Eksperci i obrońcy praw człowieka zapowiadają, że i w tym roku będzie mieć miejsce fala represji i zacieśniania kontroli nad społeczeństwem obywatelskim. Sygnałem jest choćby walka władz z niezależnymi portalami informacyjnymi i wprowadzeniem restrykcyjnego prawa, które daje narzędzia wywierania wpływu na niezależne środki masowego przekazu i blokowania opozycyjnych stron. Dwie strony informacyjne już zostały na stałe zablokowane przez władze, cyklicznie blokowane są też najważniejsze portale informacyjne – Charter97, agencja BelaPAN i Naviny.by. Działania te mają jednak oddźwięk krajowy, są niemal niewidoczne z perspektywy międzynarodowej. Tymczasem Łukaszenka szuka sojuszników w Brukseli i w Waszyngtonie.
Relacje z Zachodem
Kryzys ukraiński stworzył Aleksandrowi Łukaszence szansę poprawy relacji z Zachodem. Łukaszenka niezmiennie w swoich wypowiedziach broni integralności terytorialnej i suwerenności Ukrainy, jednocześnie pełni też rolę mediatora – to na Białorusi we wrześniu ubiegłego roku doszło do rozmów pokojowych pomiędzy separatystami prorosyjskimi a stroną ukraińską w obecności przedstawicieli OBWE, gdzie podpisano protokół o wstrzymaniu ognia w Donbasie. Pomimo tego, że protokół ten został wielokrotnie złamany przez rosyjskich separatystów, prezydent Ukrainy Petro Poroszenko pochwalił pod koniec grudnia działania Białorusi i jej wsparcie, zadeklarował też gotowość Kijowa do pomocy w ociepleniu stosunków na linii Białoruś-UE.
W środę natomiast w Mińsku odbyły się negocjacje pomiędzy przywódcami Francji, Niemiec, Rosji i Ukrainy. Zawarty rozejm między separatystami prorosyjskimi a siłami ukraińskimi ma obowiązywać od północy z soboty na niedzielę.

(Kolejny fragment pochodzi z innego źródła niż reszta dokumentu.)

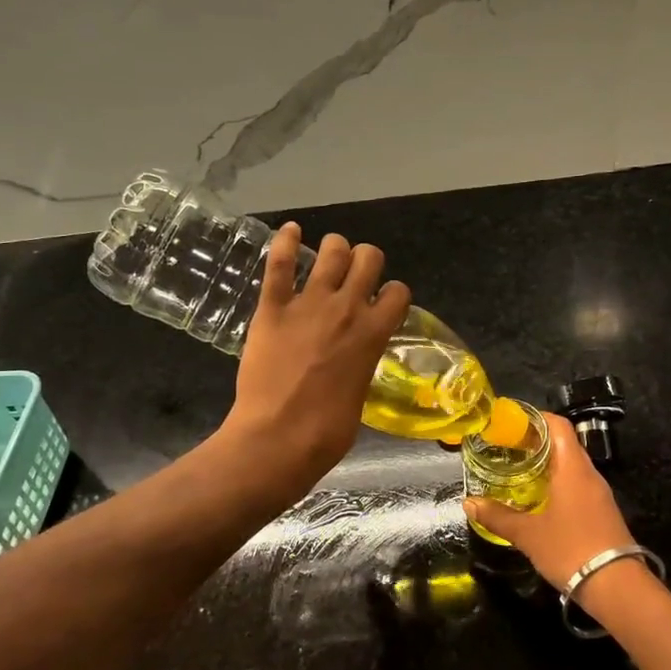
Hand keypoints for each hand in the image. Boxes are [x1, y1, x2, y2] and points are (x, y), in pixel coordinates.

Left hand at [221, 223, 411, 496]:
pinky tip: (289, 231)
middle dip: (365, 261)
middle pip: (369, 257)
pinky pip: (280, 263)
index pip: (398, 291)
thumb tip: (353, 361)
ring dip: (334, 249)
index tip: (381, 303)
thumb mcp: (359, 395)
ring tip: (327, 258)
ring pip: (331, 250)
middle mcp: (347, 308)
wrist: (278, 438)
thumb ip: (360, 364)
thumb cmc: (326, 432)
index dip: (392, 293)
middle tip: (354, 276)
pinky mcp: (272, 307)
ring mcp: (308, 303)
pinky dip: (284, 241)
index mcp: (374, 333)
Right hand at [464, 414, 638, 590]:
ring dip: (546, 463)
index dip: (535, 418)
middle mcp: (589, 474)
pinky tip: (538, 498)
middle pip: (563, 443)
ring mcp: (598, 494)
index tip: (509, 423)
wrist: (617, 587)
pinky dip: (556, 482)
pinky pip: (577, 484)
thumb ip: (497, 516)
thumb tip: (469, 502)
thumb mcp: (528, 534)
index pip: (558, 425)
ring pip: (571, 465)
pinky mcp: (602, 512)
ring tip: (517, 470)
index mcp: (572, 468)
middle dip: (535, 441)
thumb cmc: (570, 549)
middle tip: (505, 447)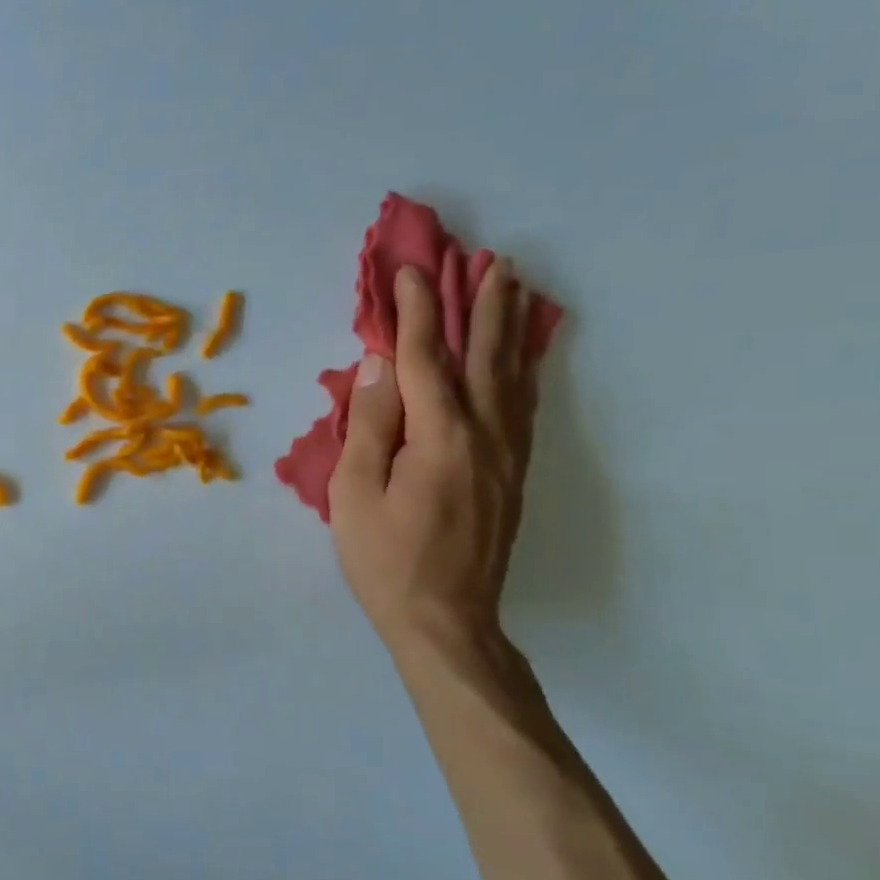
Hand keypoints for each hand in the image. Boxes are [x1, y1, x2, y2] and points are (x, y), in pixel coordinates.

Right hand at [328, 261, 539, 657]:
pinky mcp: (512, 475)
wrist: (444, 620)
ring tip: (512, 288)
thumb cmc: (385, 558)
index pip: (427, 357)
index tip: (411, 270)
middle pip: (483, 355)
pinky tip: (523, 357)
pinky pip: (523, 407)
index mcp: (440, 436)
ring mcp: (505, 455)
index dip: (416, 311)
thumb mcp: (355, 493)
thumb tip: (380, 364)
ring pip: (511, 376)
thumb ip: (370, 424)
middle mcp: (484, 435)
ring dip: (509, 327)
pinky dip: (524, 370)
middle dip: (481, 304)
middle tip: (487, 259)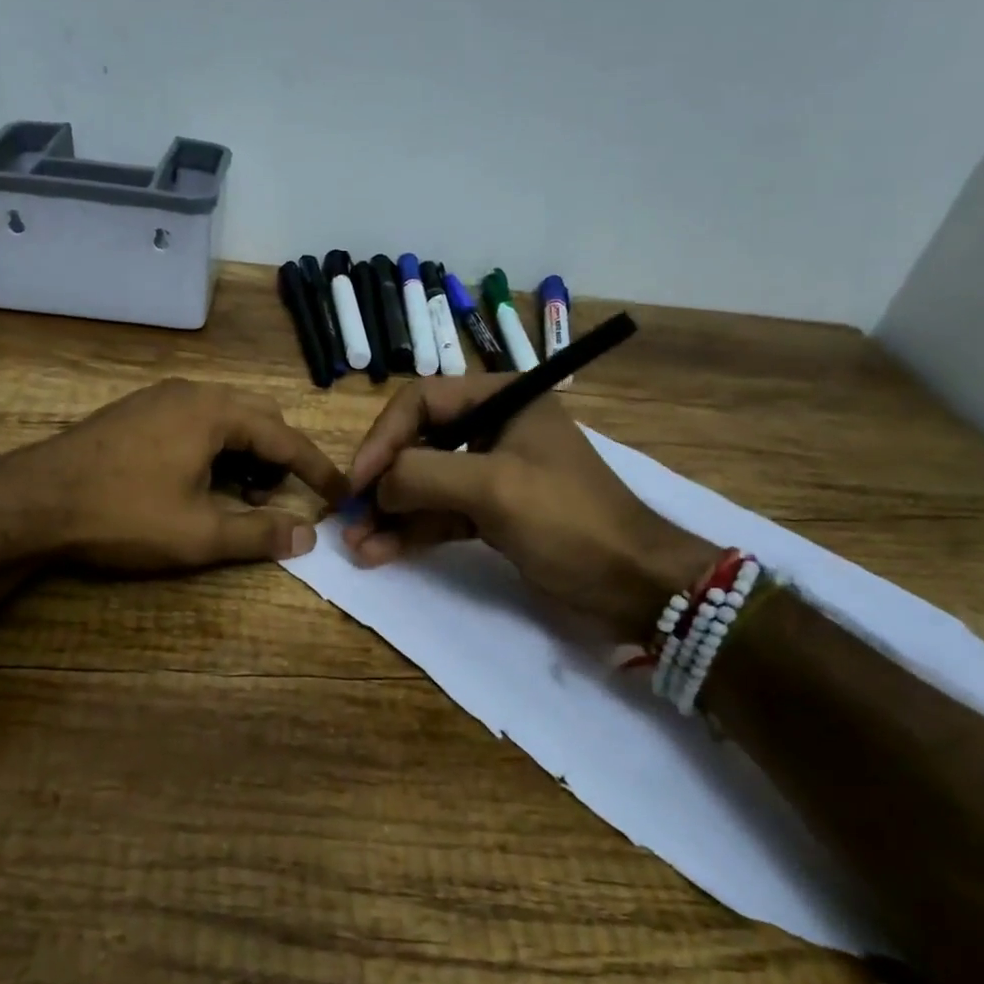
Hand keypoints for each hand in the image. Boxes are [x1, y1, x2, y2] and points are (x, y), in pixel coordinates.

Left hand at [12, 379, 347, 571]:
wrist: (32, 500)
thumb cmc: (122, 514)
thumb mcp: (198, 535)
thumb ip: (258, 534)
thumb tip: (307, 535)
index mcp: (215, 412)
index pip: (286, 438)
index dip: (317, 470)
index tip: (342, 494)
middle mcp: (192, 392)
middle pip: (259, 418)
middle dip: (279, 457)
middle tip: (280, 497)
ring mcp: (160, 397)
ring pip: (225, 418)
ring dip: (246, 453)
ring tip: (238, 496)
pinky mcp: (137, 411)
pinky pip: (196, 420)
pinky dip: (215, 448)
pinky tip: (199, 481)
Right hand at [343, 376, 716, 633]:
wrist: (634, 584)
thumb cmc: (569, 520)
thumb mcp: (493, 486)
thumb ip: (423, 474)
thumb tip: (377, 487)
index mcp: (502, 398)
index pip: (422, 400)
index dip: (382, 438)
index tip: (359, 482)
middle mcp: (493, 427)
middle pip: (417, 442)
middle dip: (382, 481)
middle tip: (349, 516)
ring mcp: (491, 472)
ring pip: (424, 484)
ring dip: (389, 513)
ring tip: (356, 545)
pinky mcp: (491, 512)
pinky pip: (439, 514)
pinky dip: (410, 532)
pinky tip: (379, 553)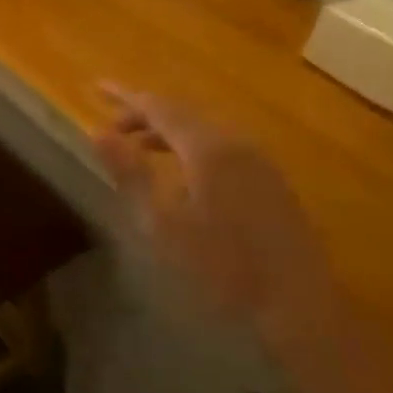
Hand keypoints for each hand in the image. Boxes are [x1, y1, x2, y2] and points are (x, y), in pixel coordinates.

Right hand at [94, 84, 335, 341]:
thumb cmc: (221, 265)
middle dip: (144, 113)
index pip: (158, 107)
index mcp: (208, 148)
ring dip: (167, 130)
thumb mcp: (162, 222)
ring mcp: (258, 160)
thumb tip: (97, 132)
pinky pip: (221, 145)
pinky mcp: (270, 179)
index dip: (124, 96)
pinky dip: (190, 145)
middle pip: (183, 112)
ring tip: (137, 146)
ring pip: (204, 129)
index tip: (96, 87)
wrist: (297, 305)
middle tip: (111, 127)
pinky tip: (180, 169)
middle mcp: (236, 142)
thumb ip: (129, 172)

Łukaszence zależy również na obecności na szczycie Partnerstwa Wschodniego, które odbędzie się w maju w Rydze. Wszystko wskazuje na to, że Łotwa gotowa jest zaprosić dyktatora, nie zważając na zakaz wjazdu, którym został objęty w 2006 roku jako rezultat sfałszowania wyborów. Według białoruskich obrońców praw człowieka zaproszenie dyktatora do udziału w wydarzeniach szczytu w Rydze legitymizuje jego władzę oraz jest niemoralnym aktem wobec więźniów politycznych, wśród których wciąż pozostaje Mykoła Statkiewicz, jeden z kandydatów na prezydenta w 2010 roku.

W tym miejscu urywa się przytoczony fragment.